ALTHOUGH Bear Stearns announced on Friday that it would shore up one of its two faltering hedge funds that are heavily exposed to the subprime mortgage mess, the move did little to instill confidence in an already fearful market.
Even after Samuel L. Molinaro Jr., Bear Stearns’s chief financial officer, said in a conference call that his firm would lend the fund up to $3.2 billion to conduct an orderly liquidation, questions continue to swirl around the implosion of the funds, how they could have lost so much value in such a short time and why the firm’s risk management professionals seem to have been AWOL in recent months as subprime mortgage loans plummeted in value.
It is an uncomfortable spotlight for Bear Stearns to stand in. It is, after all, one of Wall Street’s major players in the mortgage securities market. In addition, the funds that have blown up were once gems in the firm’s asset management business. At the end of 2006, Bear Stearns’s asset management unit oversaw $29 billion in so-called structured credit assets — derivatives related to fixed-income securities.
Although Bear Stearns would not discuss how much money has been lost by its funds, an investor in one of them said that the securities in both were valued at $16 billion. The investor said that the fund Bear Stearns plans to bail out — the High Grade Structured Credit fund — was set up three years ago and produced steady monthly returns of roughly 1 percent to 1.5 percent until March, when it produced its first loss.
The second fund, born 10 months ago, is called the Bear Stearns High Grade Structured Credit Enhanced Leveraged fund. It was a sort of steroid-laced version of its sister fund because it used considerably more leverage. Bear Stearns has decided to abandon that fund for dead.
There are a couple of lessons in this. They are not new ones, but because the unraveling of the funds seems to have taken investors by surprise, they merit repeating.

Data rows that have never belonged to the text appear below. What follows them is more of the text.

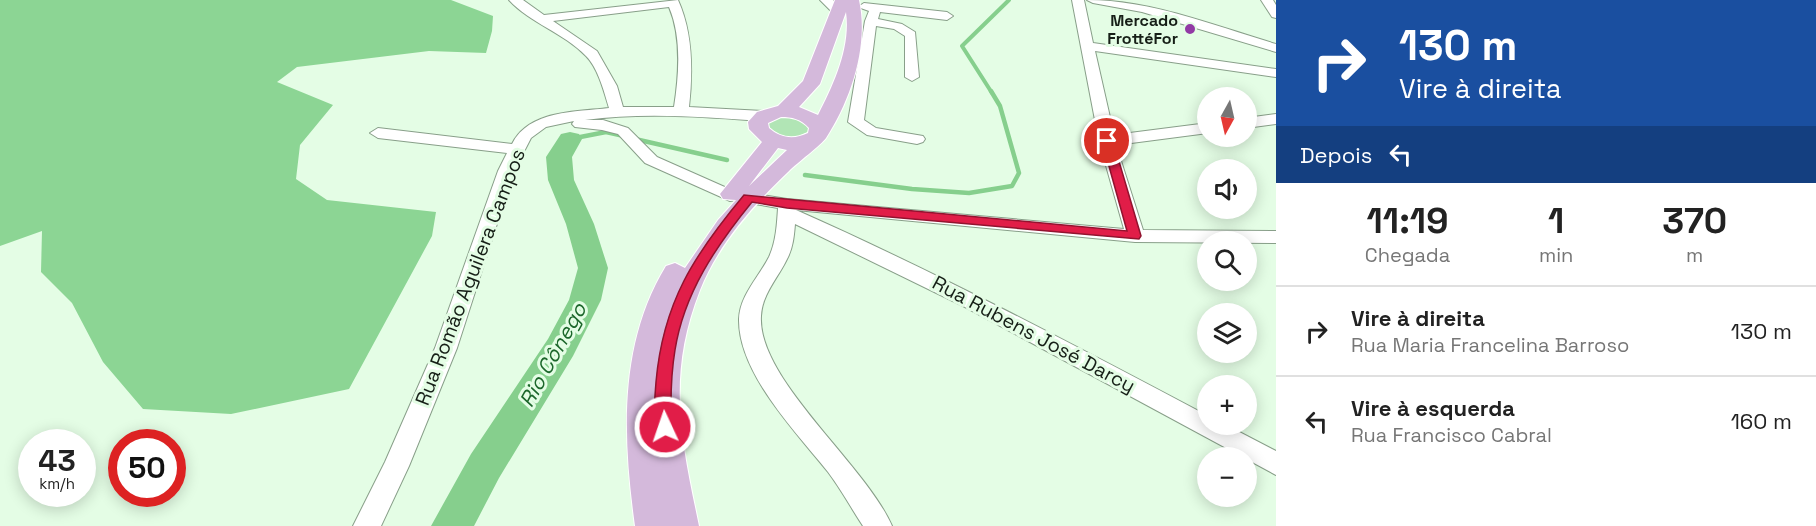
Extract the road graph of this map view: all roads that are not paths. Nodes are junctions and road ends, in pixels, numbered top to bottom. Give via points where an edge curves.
1 (515, 0) edge
2 (1078, 0) edge
3 (1093, 0) edge
4 (1267, 0) edge
5 (673, 2) edge
6 (842, 3) edge
7 (1147, 4) edge
8 (873, 14) junction
9 (1276, 14) edge
10 (947, 16) dead end
11 (540, 19) junction
12 (1087, 46) junction
13 (1276, 48) edge
14 (1276, 73) edge
15 (912, 77) dead end
16 (618, 111) junction
17 (681, 111) junction
18 (784, 111) junction
19 (1276, 119) edge
20 (1257, 122) edge
21 (541, 124) junction
22 (1197, 129) edge
23 (767, 131) junction
24 (378, 133) dead end
25 (815, 136) junction
26 (917, 138) dead end
27 (1107, 141) junction
28 (516, 149) junction
29 (739, 197) junction
30 (787, 209) junction
31 (1135, 236) junction
32 (1276, 237) edge
33 (1276, 464) edge
34 (367, 526) edge
35 (653, 526) edge
36 (681, 526) edge
37 (878, 526) edge

1 - 11 street
2 - 12 street
3 - 7 street
4 - 9 street
5 - 11 street
5 - 17 street via 686,61
6 - 8 street
6 - 18 main road via 811,84
6 - 25 main road via 850,56 835,106
7 - 13 street
8 - 10 street
8 - 15 street via 911,35
8 - 26 street via 856,122 872,132
11 - 16 street via 592,54 610,86
12 - 14 street
12 - 27 street
16 - 17 street, Rua Romão Aguilera Campos
16 - 21 street, Rua Romão Aguilera Campos
17 - 23 street, Rua Romão Aguilera Campos via 710,114
18 - 23 main road
18 - 25 main road via 812,118 818,124
19 - 20 street
21 - 28 street, Rua Romão Aguilera Campos via 524,135
21 - 29 street via 616,128 660,165
22 - 27 street
23 - 25 main road via 790,143
23 - 29 main road
24 - 28 street
25 - 29 main road
27 - 31 street
28 - 34 street, Rua Romão Aguilera Campos via 446,348
29 - 30 street
29 - 35 main road via 686,252 668,286 651,334 640,415
29 - 36 main road via 684,292 667,350 663,406
30 - 31 street
30 - 33 street, Rua Rubens José Darcy via 932,281
30 - 37 street via 785,237 756,294 750,320 756,350 779,391 848,480
31 - 32 street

First, marking illiquid securities to a model that makes certain assumptions about their future behavior is not the same thing as marking to an honest-to-goodness market of buyers and sellers. Assumptions about the future are inherently based on past behaviors and values that may well have absolutely nothing to do with the present — the laxity in subprime lending in 2006 and 2007, for example, has never been seen before.
In worst-case scenarios, such models may reflect the fantasy that a firm’s principals prefer, not the reality of a security’s likely value. And yet, investors and financial firms everywhere are relying heavily on these models and building their balance sheets accordingly — a very dangerous game, especially when it comes to complex pools of securities backed by assets like home loans.
What does this mean in cold, hard cash? On a conference call with clients on Thursday, a Credit Suisse analyst estimated that the markdowns would likely be in the billions of dollars.
That brings us to our second lesson, which is another blinding glimpse of the obvious emerging from this debacle: the rating agencies, which investors rely on to be prescient cops on the beat, are stunningly behind on downgrading mortgage-backed securities and the pools that own them. Do the math: Bear Stearns is paying $3.2 billion to shore up a fund that once had $10 billion in value, according to one investor. That’s 32 cents on the dollar.
THE portfolio wasn’t just made up of toxic stuff, either. While 60 percent of the fund was invested in residential mortgages, 40 percent was in commercial loans. Moreover, 90 percent of the fund consisted of securities with AA or AAA ratings, according to the investor.
Officials at ratings agencies have said in the past that their ratings reflect their estimates of future performance, not market pricing. So the agencies are also marking to model. And that keeps people playing the fantasy game about values, especially in hard-to-analyze collateralized debt obligations that are essentially pools of other asset-backed securities. Some $1 trillion of C.D.O.’s have been issued. (Yep, C.D.O.’s were in the troubled Bear funds.)
“The C.D.O. sector is still extremely rich versus where the underlying collateral is trading,” said Albert Sohn of Credit Suisse on the conference call. “Either subprime has to get richer or C.D.O.’s have to get cheaper.”
Another bit of reality is setting in now that Bear Stearns has taken action: values of securities higher up in the capital structure of these asset pools will likely take a hit. The Bear funds unwound as quickly as they did partly because of a surprisingly close correlation between lower-rated slices of these pools and higher-rated ones, according to people who have seen the portfolio. The bad performance is bleeding upward.
Starting tomorrow, fresh data on mortgage delinquencies is due. Investors will be able to see how borrowers are responding to the big interest-rate increases that are just now kicking in on many loans.
While the market may have been somewhat relieved that Bear Stearns stepped in and stopped the bleeding in its fund, David Ader, a government bond strategist at Royal Bank of Scotland Greenwich Capital, said in a note to clients on Thursday that liquidation is not the end of the problem, but more like the start. “Our expectation is that other entities will find their C.D.O.’s (or whatever) priced differently from reality and so the process of price discovery will be ongoing,” he wrote. Volatility will result, as well as the possibility of an unraveling into what he described as “something bigger.”
Hold onto your hats — it looks as if it’s going to be an interesting summer.